Work then began on their biology. Unlike all other vertebrates, coelacanths have a joint between their upper jaws and the rest of their skulls, which may aid them in engulfing large prey fishes. Their brains are small, taking up less than 2% of the skull, and at the front of the skull is a mysterious organ, possibly an electroreceptor, with three external openings. The eyes have many rods which aid vision in their low light environment.
Their skeletons are mostly made of cartilage like those of sharks and rays, and instead of a vertebral column, they have a thick cartilaginous oil-filled tube, which is flexible and supports the spinal cord. They have a large fat-filled swim- bladder for buoyancy regulation.
Reproductively, coelacanths have internal fertilization, but how sperm is transferred is still unknown since the males have only a cloacal opening. Their eggs are huge, about the size of oranges, and at over 300g, are the biggest eggs known of all the fishes. The pups are born at about 36cm after a gestation period of perhaps three years.

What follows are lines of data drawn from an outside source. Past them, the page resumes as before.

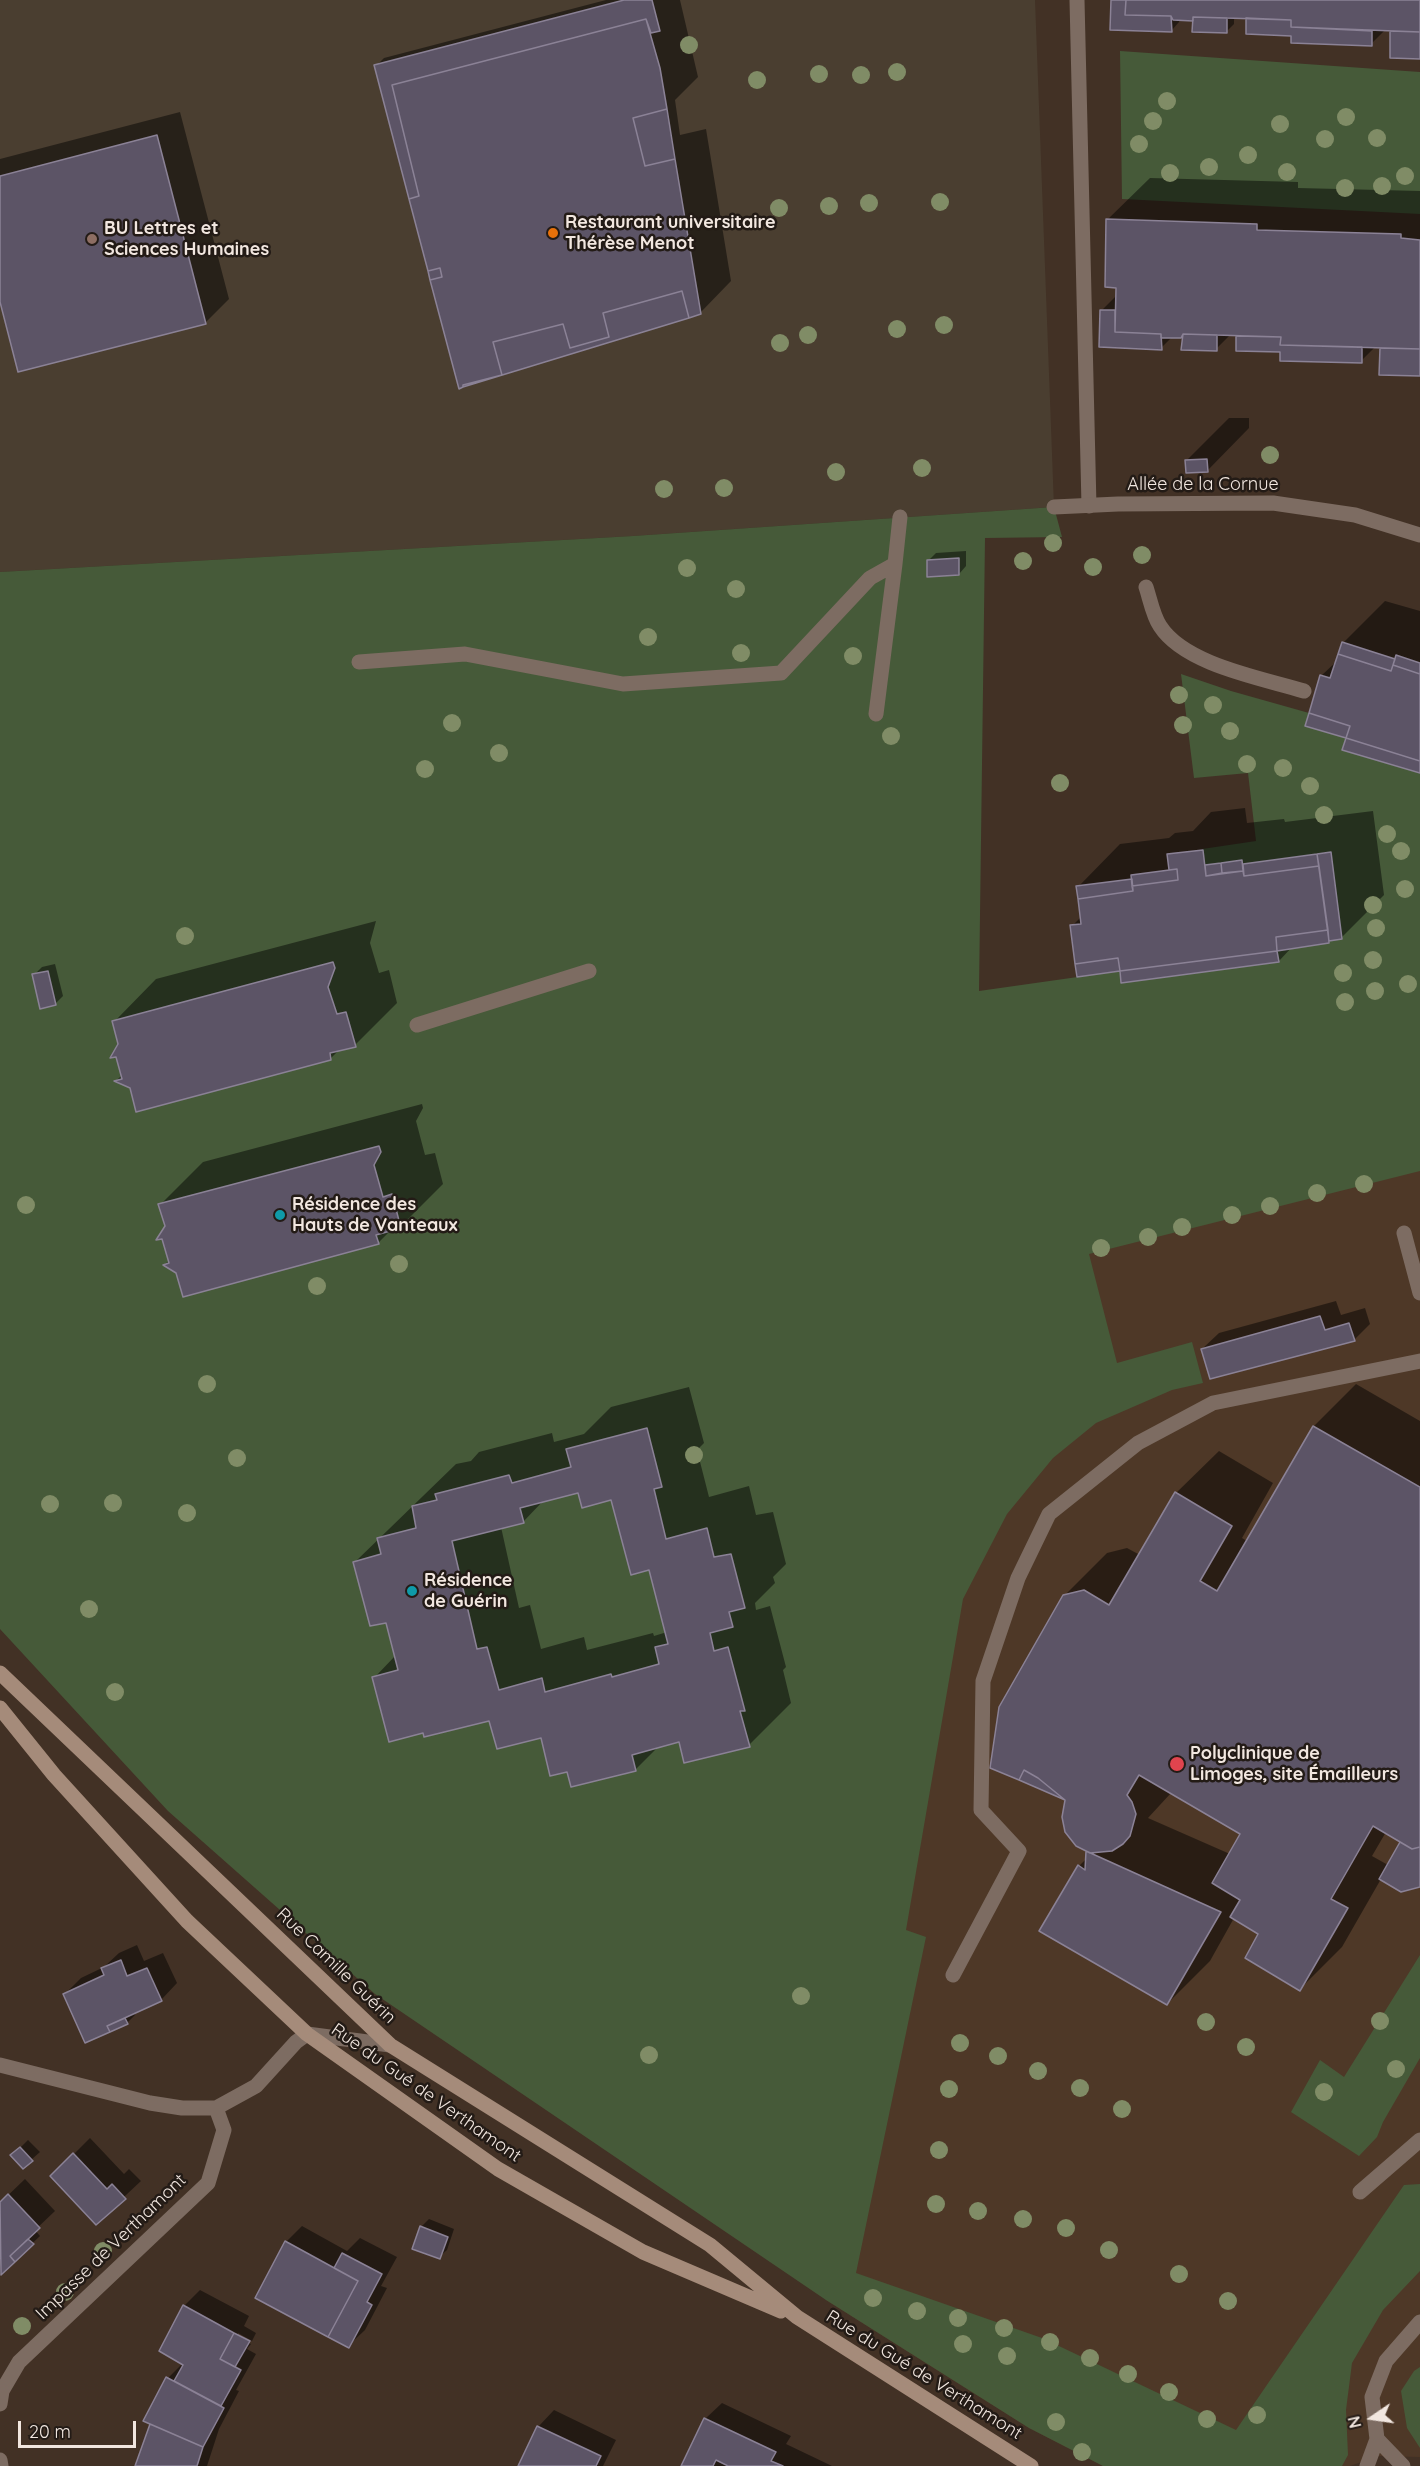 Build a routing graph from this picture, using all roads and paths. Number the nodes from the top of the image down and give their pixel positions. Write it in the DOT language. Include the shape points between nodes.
graph roads {
  1 [pos="1077,0"];
  2 [pos="1089,506"];
  3 [pos="1054,507"];
  4 [pos="900,518"];
  5 [pos="1420,536"];
  6 [pos="895,564"];
  7 [pos="1146,587"];
  8 [pos="359,662"];
  9 [pos="1304,691"];
  10 [pos="876,714"];
  11 [pos="589,971"];
  12 [pos="417,1025"];
  13 [pos="1404,1233"];
  14 [pos="1420,1293"];
  15 [pos="1420,1360"];
  16 [pos="0,1673"];
  17 [pos="0,1708"];
  18 [pos="953,1975"];
  19 [pos="307,2034"];
  20 [pos="390,2045"];
  21 [pos="0,2065"];
  22 [pos="216,2108"];
  23 [pos="1420,2140"];
  24 [pos="1360,2192"];
  25 [pos="797,2317"];
  26 [pos="1420,2322"];
  27 [pos="0,2404"];
  28 [pos="1377,2439"];
  29 [pos="0,2460"];
  30 [pos="2,2466"];
  31 [pos="1031,2466"];
  32 [pos="1367,2466"];
  33 [pos="1403,2466"];
  1 -- 2 [label="street"];
  2 -- 3 [label="street, Allée de la Cornue"];
  2 -- 5 [label="street, Allée de la Cornue" via="1273,503 1355,515"];
  4 -- 6 [label="street"];
  6 -- 8 [label="street" via="870,578 781,673 623,684 465,654"];
  6 -- 10 [label="street"];
  7 -- 9 [label="street" via="1159,626 1175,643 1202,660"];
  11 -- 12 [label="street"];
  13 -- 14 [label="street"];
  15 -- 18 [label="street" via="1213,1403 1138,1443 1049,1514 1018,1578 983,1681 981,1810 1019,1851"];
  16 -- 20 [label="main road, Rue Camille Guérin"];
  17 -- 19 [label="main road" via="54,1775 187,1921"];
  19 -- 20 [label="street, Rue Camille Guérin"];
  19 -- 22 [label="street, Rue du Gué de Verthamont" via="256,2086"];
  19 -- 25 [label="main road, Rue du Gué de Verthamont" via="498,2169 643,2252"];
  20 -- 25 [label="main road, Rue du Gué de Verthamont" via="710,2246"];
  21 -- 22 [label="street, Rue du Gué de Verthamont" via="150,2103"];
  22 -- 27 [label="street, Impasse de Verthamont" via="224,2130 208,2182 19,2362 2,2391"];
  23 -- 24 [label="street"];
  25 -- 31 [label="main road, Rue du Gué de Verthamont"];
  26 -- 28 [label="street" via="1386,2361 1372,2397"];
  28 -- 32 [label="street"];
  28 -- 33 [label="street"];
  29 -- 30 [label="street"];
}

Most biological understanding came from the study of dead or dying specimens until German-led submersible work began in the 1980s. Working in depths of 120-400m, the coelacanth was established to be a generally slow-moving fish which rests in caves in groups during the day, possibly for protection from predators. They emerge at night to drift above the ocean floor, presumably in search of prey.
They are capable of sudden bursts of speed, using their powerful tail fin, and seem to use their pectoral fins mainly for turning and stability. Since their discovery, coelacanths had been caught off East Africa and Madagascar, but in 1998, another strange fish was spotted in a fish market in Indonesia This turned out to be another species of coelacanth, Latimeria menadoensis. Meanwhile, unconvinced by Smith’s ‘stray’ designation, the search for coelacanths continued in South Africa. Similarities between the underwater topography of the Comores and the slopes and overhangs offshore of Sodwana suggested coelacanth habitats. In 2000, divers saw three fish with huge eyes under an overhang at 104m. A second expedition confirmed three coelacanths and since then a total of 33 individual fish have been found in depths ranging from 54 to 133m. This is much shallower than those off the Comores, possibly because the cooler water off Sodwana, being richer in oxygen, supports the coelacanths’ inefficient gills. But perhaps coelacanths have an even greater range around our coast. The offshore topography is suggestive of coelacanth habitat and as the water gets colder and more oxygen-rich further south, who knows? There’s an unsubstantiated tale from a Wild Coast spearfisherman in the 70s of a coelacanth in 27m of water. Also, divers exploring a reef off southern KwaZulu-Natal in 2019 came across a huge blue fish with a large lamp-like eye... A tantalising fish indeed.